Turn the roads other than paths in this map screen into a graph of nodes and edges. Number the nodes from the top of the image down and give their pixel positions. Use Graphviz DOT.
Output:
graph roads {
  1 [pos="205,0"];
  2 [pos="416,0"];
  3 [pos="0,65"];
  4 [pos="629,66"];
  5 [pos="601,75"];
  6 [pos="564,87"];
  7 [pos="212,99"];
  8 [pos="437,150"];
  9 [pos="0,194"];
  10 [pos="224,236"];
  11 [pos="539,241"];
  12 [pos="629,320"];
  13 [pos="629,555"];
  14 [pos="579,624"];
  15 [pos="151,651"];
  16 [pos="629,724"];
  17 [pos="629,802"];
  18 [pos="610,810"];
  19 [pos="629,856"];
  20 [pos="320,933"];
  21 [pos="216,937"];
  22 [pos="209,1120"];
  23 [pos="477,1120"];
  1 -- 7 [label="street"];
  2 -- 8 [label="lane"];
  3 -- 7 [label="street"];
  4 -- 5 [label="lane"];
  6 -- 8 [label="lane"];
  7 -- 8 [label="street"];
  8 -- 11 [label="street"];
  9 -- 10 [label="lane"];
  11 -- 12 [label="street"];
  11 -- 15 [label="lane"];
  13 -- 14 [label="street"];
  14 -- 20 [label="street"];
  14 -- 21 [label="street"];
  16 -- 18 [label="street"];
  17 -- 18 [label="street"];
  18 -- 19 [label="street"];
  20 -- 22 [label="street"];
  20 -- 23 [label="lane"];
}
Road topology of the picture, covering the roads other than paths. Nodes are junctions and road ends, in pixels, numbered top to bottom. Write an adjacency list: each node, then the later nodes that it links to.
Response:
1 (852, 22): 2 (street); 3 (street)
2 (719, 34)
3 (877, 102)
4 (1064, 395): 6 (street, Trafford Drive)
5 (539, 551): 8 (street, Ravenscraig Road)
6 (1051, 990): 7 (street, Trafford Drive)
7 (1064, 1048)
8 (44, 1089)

################

◆ **TO DO**
Your reply should be nothing but the lines from the one containing "Road topology of" through the last line above, copied exactly; please include both ends.

◆ **RESPONSE TO THIS EXERCISE**
Road topology of the picture, covering the roads other than paths. Nodes are junctions and road ends, in pixels, numbered top to bottom. Write an adjacency list: each node, then the later nodes that it links to.
Response:
1 (852, 22): 2 (street); 3 (street)
2 (719, 34)
3 (877, 102)
4 (1064, 395): 6 (street, Trafford Drive)
5 (539, 551): 8 (street, Ravenscraig Road)
6 (1051, 990): 7 (street, Trafford Drive)
7 (1064, 1048)
8 (44, 1089)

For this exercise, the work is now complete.